Everything Goes Back to the Beginning in the Series Finale of ‘Legion’
In its mind-bending fashion, FX’s “Legion” bows out. Trippy but surprisingly simple, the series finale goes through the show’s usual motions of psychedelic dreamscapes, time travel and archaic dialogue only to end on the simplest resolution imaginable. But it’s a shame that this comic book TV adaptation was only around for three seasons. Even when it became too confusing for its own good this series exposed the visual timidity of other shows. Experimental in an arthouse way but action-driven for the mainstream, “Legion” was never a bore to watch.
David (Dan Stevens) is still in the past, coming face to face with father Charles Xavier (Harry Lloyd). Showing off their ability to conjure psychic weapons, the two then enter another realm where they find the grand villain of this whole affair, Farouk a.k.a. The Shadow King (Navid Negahban). Ah, but there are two Farouks actually, one from the past dueling with Charles and the one from the present who has been battling David. It’s now or never so David attacks modern-day Farouk and the two disappear into the astral plane while Charles and his Farouk sit down like gents to try and resolve this little war. Meanwhile Syd (Rachel Keller), Cary (Bill Irwin) and Kerry (Amber Midthunder) are still with David’s mother Gabrielle (Stephanie Corneliussen), surrounded by Time Eaters. Cary and Kerry decide to merge (literally) to confuse the flaming-eyed monsters. Don’t forget about Switch (Lauren Tsai), also trapped in portals of time under threat from the Eaters. But when her father appears she seems to find a way to both save everyone and set them on a new course.
For its three seasons “Legion” has operated like a modern-day show that would have played just as well in some psychedelic ballroom back in the 60s. Hallucinatory visuals have referenced everything from Alice in Wonderland to the Grateful Dead. But the series finale slightly tones down the extreme visuals, still retaining a dreamlike quality while focusing on wrapping up this whole journey. Still, it gets trippy. Farouk manages to put David in some kind of psychic straight jacket, taunting his infantile quest for revenge. This leads into a long sequence where David starts singing Pink Floyd’s “Mother” with visions of Gabrielle crooning along for a few moments. It can’t be “Legion” without a classic cut thrown into the soundtrack. Bodies will meld together, Switch will seem to dream within a dream, waking up and spitting out her teeth in the time travel realm before her father wakes her up and explains that it was a pseudo-Freudian symbol. She was losing her “baby teeth” and attaining true knowledge. Earlier in the episode there’s an elegant set of neon visuals as David and Charles shape psychic tools for battle like a glowing sphere and psychic bullet, both pulled out of their respective ears. In a way it makes sense for “Legion” to have vintage LSD-style tones since its comic book of origin, “X-Men,” was a product of the 60s.

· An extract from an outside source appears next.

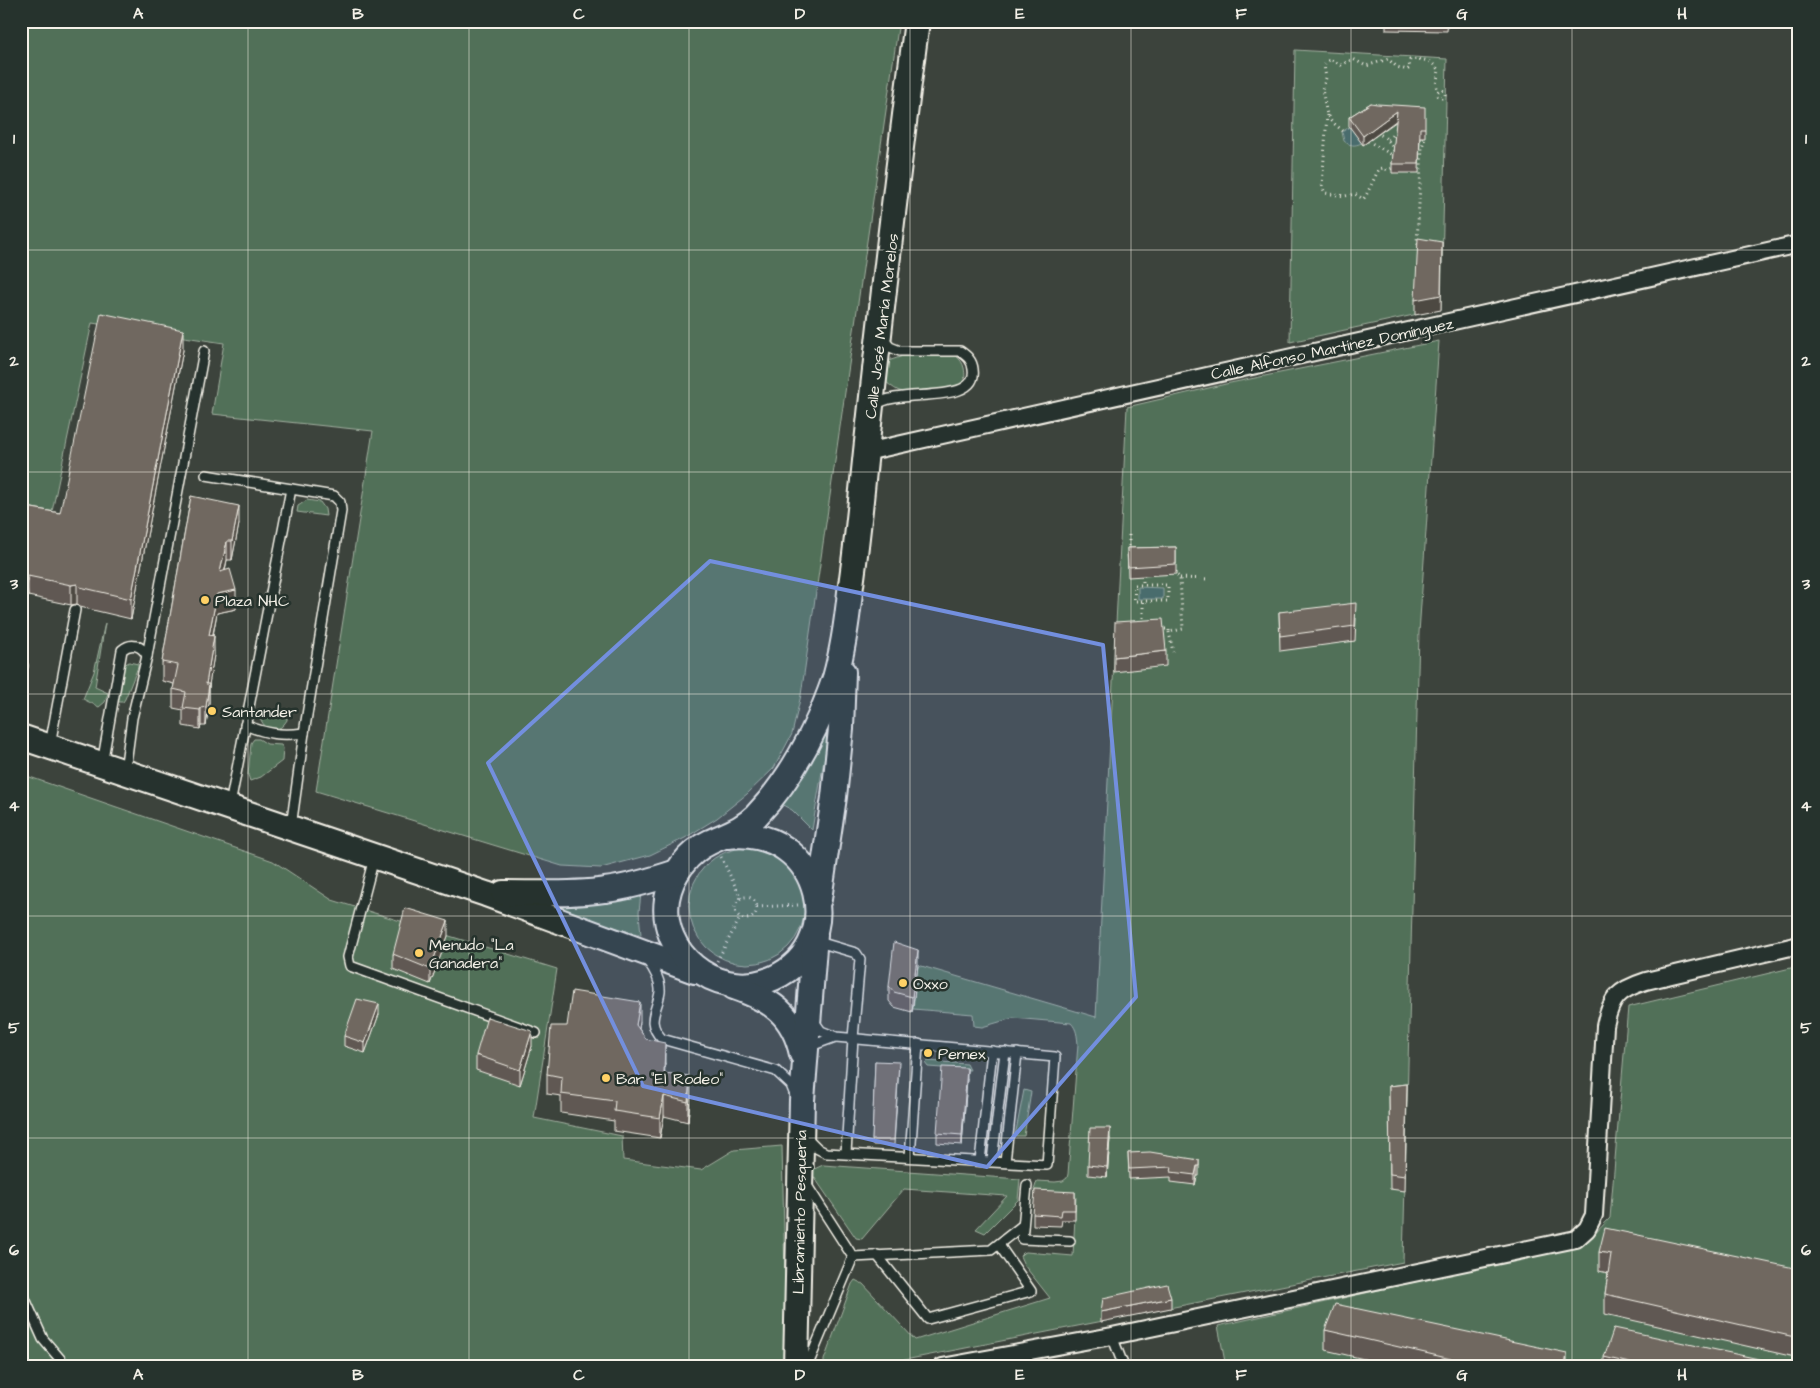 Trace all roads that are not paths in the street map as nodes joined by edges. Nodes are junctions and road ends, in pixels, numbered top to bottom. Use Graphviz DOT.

Aesthetics aside the concluding chapter to David’s saga takes on a poignant, bittersweet tone. Writer/creator Noah Hawley puts aside cliché resolutions. There are no fiery deaths for villains in this episode or triumphant final scenes for the heroes. At its heart “Legion” has always been the story of an orphan. David’s rages stem primarily from having been denied a healthy childhood and feeling abandoned by his father. The opening scene in this episode is a montage of memories of David’s sad early years. Love is not something easily attainable in this world, whether for David or his one-time lover Kerry (left scarred for even having been involved with the telepath). While in his straight jacket David even yells, “I’m a good person, I deserve love!”
The final episode becomes a metaphor for facing the past and starting all over. Charles cuts a deal with Farouk: David and his allies will get a chance to start all over, literally, from infancy and in return Farouk’s existence will be respected and hostilities with Charles will cease. It is Charles’s chance not only to apologize to David, but to promise that now he will be a real father. Present Farouk also uses a pair of glasses to make past Farouk look into the future, and everything his present self has experienced. With tears in his eyes he acknowledges what he has learned.
After so many mazes of time travel logic and telepathic visions, “Legion” ends as a moving note on regret and second chances. Charles vows to Gabrielle that he’ll be there for their family. Yet the most moving scene is the final one, of David and Kerry looking at infant David, waiting to fade away. When David tells Kerry she’ll grow up this time into someone better because he won’t be in her life she can only confirm that yes, it’s true. There’s room for false romanticism. Fittingly, the final shot closes to The Who’s “Happy Jack.”
If other comic book shows, like the string of cancelled Marvel titles on Netflix, failed to grab because of a repetitive, somewhat stale nature, “Legion” was actually bolder than most. Like “Hannibal” it went for visual palettes you rarely see on the small screen, taking itself seriously as art as well as entertainment. Comic book lovers could, of course, endlessly enjoy all the cross references to other Marvel worlds, but there was always an impressive sense of artistry. Though the story has now closed, it was a trip worth taking.
The “Legion” series finale aired Aug. 12 at 10 p.m. ET on FX.